In a musical world populated by so many fake and false genres, metal stands out as perhaps the most irredeemably fraudulent of them all. It’s said that metal is angry, indignant music, music that funnels rage into condensed explosions and shoots it at a corrupt universe. But when was the last time you observed metal’s “anger” actually causing someone to cower in fear, make amends for a wrong, provoke an imflammatory response, or incite any of the effects that serve to invest anger with its particular, everyday meaning? Probably never. Metal’s power to shock and disturb has been lost in the decades of repetition, inbreeding, and overfamiliarity, leaving it in a position where it’s no longer a disaffected rupture along an otherwise tranquil continuum, but rather one tranquil continuum among many, churning an endless simulation of itself and the “fury” that it’s reduced to so many empty signifiers. Well, for whatever reason, this grim probability hasn’t stopped Chicago’s Oozing Wound from pounding out Earth Suck, their answer to last year’s Retrash.
And it hasn’t stopped them from relocating within the largely static charade that is metal, because in addition to the splenetic thrash of their debut, Earth Suck now trades in the widened commodities of sludge, hardcore, and death metal (minus the Cookie Monster vocals). Rather than speed itself into a jagged rotor of chugs, “Going Through the Motions Till I Die” begins with a gracefully lumbering roll of distortion, its 6/8 pounding eventually casting off its stoner-ish loll to harden into a condensed seesawing pulse that goads frontman Zack Weil into rasping such mockeries of 21st-Century Man as “I’ve lost the will to live an honest life.” “Hippie Speedball” is similarly gargantuan in intent, but even with this decelerated extension of the trio’s portfolio, their freshly contrastive slow-fast attack plan can’t help but reproduce the same falsities that damn so much of the metal they draw upon. Its four-bar exchanges may be as powerful as hell, so powerful that the band whip themselves through the gears with agitated finesse, but this is a duplicitous show of power and strength, since like all metal it’s ultimately the result not of brute muscle and physical exertion, but of the modern guitar equipment (e.g., pedals and amplifiers) that allows a few gentle strums and picks to be magnified beyond all recognition and a few nerdy dudes to hide their limitations behind torrential yet artificial walls of gain and fuzz.

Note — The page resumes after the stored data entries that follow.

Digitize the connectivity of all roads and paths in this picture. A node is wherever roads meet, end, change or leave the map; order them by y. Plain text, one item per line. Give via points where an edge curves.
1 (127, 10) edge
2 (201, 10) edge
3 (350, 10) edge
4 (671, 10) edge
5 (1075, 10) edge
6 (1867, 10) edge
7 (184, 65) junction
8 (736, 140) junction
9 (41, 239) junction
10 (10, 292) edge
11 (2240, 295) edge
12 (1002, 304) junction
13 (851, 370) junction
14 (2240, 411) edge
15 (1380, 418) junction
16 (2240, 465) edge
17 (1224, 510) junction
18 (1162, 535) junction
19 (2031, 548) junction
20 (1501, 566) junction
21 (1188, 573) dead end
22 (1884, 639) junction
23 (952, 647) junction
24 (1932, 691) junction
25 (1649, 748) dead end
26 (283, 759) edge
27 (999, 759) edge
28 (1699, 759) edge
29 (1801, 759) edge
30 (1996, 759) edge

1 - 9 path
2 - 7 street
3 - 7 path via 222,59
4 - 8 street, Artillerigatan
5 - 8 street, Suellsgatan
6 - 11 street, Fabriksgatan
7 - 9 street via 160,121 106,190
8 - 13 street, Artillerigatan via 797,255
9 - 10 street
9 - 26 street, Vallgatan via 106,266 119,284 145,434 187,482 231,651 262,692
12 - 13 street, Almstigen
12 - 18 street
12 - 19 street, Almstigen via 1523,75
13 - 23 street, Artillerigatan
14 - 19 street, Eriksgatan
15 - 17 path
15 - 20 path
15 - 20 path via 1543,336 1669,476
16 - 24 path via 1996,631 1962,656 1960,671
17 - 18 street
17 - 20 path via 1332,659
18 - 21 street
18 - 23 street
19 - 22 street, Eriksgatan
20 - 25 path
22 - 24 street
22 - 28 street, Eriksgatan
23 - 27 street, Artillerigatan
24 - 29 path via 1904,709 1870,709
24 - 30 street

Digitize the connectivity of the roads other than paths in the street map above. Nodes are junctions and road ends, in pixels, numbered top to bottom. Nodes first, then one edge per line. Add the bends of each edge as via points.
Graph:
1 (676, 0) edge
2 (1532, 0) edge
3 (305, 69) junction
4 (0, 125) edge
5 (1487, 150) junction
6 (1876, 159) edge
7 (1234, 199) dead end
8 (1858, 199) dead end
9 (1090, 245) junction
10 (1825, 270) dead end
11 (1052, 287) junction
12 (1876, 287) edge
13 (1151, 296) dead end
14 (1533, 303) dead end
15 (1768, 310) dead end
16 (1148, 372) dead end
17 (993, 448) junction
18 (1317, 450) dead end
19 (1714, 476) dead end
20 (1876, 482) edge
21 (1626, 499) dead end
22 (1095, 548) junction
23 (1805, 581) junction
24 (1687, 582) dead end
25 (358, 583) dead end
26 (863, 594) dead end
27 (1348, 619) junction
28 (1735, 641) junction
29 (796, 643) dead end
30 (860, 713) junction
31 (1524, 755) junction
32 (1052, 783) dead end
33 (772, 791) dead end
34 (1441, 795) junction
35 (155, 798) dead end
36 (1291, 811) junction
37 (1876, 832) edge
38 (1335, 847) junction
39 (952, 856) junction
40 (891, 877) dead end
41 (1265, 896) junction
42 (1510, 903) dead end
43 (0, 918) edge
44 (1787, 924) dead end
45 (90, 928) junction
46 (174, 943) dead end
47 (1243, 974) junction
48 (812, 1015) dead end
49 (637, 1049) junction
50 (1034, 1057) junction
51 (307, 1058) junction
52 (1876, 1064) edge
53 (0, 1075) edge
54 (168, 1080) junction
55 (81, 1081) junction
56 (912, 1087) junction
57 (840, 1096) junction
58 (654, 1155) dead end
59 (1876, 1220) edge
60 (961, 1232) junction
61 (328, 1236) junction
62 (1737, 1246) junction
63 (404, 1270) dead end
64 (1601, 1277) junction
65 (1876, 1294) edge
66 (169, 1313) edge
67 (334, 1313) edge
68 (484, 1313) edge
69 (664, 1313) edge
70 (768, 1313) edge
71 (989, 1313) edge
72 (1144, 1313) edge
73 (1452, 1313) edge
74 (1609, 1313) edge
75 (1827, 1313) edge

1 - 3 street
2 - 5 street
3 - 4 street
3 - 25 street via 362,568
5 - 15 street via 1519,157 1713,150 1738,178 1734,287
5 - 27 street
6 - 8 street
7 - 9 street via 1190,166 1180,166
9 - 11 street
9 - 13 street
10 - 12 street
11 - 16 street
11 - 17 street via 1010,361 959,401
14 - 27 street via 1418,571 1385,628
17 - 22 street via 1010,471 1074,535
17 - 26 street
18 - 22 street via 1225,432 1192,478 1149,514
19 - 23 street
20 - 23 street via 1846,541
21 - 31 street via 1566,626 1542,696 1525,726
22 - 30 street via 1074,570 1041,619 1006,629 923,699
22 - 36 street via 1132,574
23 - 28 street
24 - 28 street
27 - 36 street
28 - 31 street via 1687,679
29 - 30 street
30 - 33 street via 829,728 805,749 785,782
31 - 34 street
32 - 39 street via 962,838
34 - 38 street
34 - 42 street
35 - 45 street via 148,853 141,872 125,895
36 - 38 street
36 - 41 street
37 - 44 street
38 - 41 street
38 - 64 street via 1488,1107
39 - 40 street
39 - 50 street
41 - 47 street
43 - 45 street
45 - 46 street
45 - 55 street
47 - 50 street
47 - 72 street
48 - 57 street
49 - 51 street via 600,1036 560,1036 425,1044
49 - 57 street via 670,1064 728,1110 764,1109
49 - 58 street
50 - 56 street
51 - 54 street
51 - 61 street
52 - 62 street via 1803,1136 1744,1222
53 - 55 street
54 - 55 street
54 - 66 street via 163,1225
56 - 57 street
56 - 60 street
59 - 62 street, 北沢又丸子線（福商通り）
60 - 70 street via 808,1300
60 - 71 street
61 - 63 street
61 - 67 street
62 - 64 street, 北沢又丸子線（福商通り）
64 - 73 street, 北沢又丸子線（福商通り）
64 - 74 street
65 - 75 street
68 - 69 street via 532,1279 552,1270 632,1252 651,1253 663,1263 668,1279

Consequently, when flurries like the caustic “Bury Me With My Money” and the Darkthrone-esque “Genuine Creeper” hurtle at full speed in a blaze of tremolo picking and fried power chords, the resulting force and rancor are more expressions of the technologies that enable them — and by extension the social and economic structures that produce these technologies — than of the band’s own inherent resources and qualities. Rather than critiquing their world, they unintentionally end up affirming their dependency on it for their own being and individuation, so that the animosity of the semi-epic “When the Walls Fell” becomes another example of falseness, insofar as its biting crunch and air-raid leads make a show of attacking a system that its dependency in fact perpetuates.
Moreover, this duplicity extends in other directions as well, since the derivative, homogenized nature of Earth Suck’s playlist contradicts the image of metal’s trenchant anti-conformity with one of entrenched conformity. “Colonel’s Kernel” might have you believe that its rolling drums, muted-unmuted 1-2 riffing, and hoarse invective are a blow against the excesses of socialization and discipline, against the imposed need to slavishly imitate John and Jane next door, yet its scrupulous adherence to formal and structural commonplaces of the genre would imply that the average metalhead is just as desperate to be a mirror of his or her neighbor, and to be as accepted, as anyone else. Nothing on the album is especially idiosyncratic, quirky, or involuted, so that when the furious two-chord denouement of “False Peak (Earth Suck)” plays out to its bitter end, you’re left with the feeling that the band and metal itself would simply replace one questionable mode of conformity with yet another.
Even so, it needs to be said that this doesn’t stop Earth Suck from walloping ass. Furthermore, it’s precisely because of metal’s falsity that we’ve been so drawn to it for so long, since — in being little more than a disguised manifestation of the corrupted world it claims to oppose — it allows us to have our cake and eat it too. That’s right: the seven vicious tracks on Oozing Wound’s sophomore outing are another opportunity for us to reconcile our urge to protest and kick up a fuss with our urge to avoid doing anything deviant enough to get us kicked out of the fold of humanity. It allows us to say no and yes simultaneously, to maintain the psychologically valuable illusion that we’re independent in a way that doesn’t saddle us with the psychologically grueling burden of actually being independent. More specifically, it does justice to the musical traditions it invokes, integrating them into dynamic, scrupulously constructed rampages that escalate at just the right moments and explode at just the right moments. No doubt the band could be criticized for being just a little too “right” in this regard, but then we’d be missing the point, which is that nothing of their anger is supposed to be taken as a serious irruption in the otherwise peaceful flow of either metal or modern life.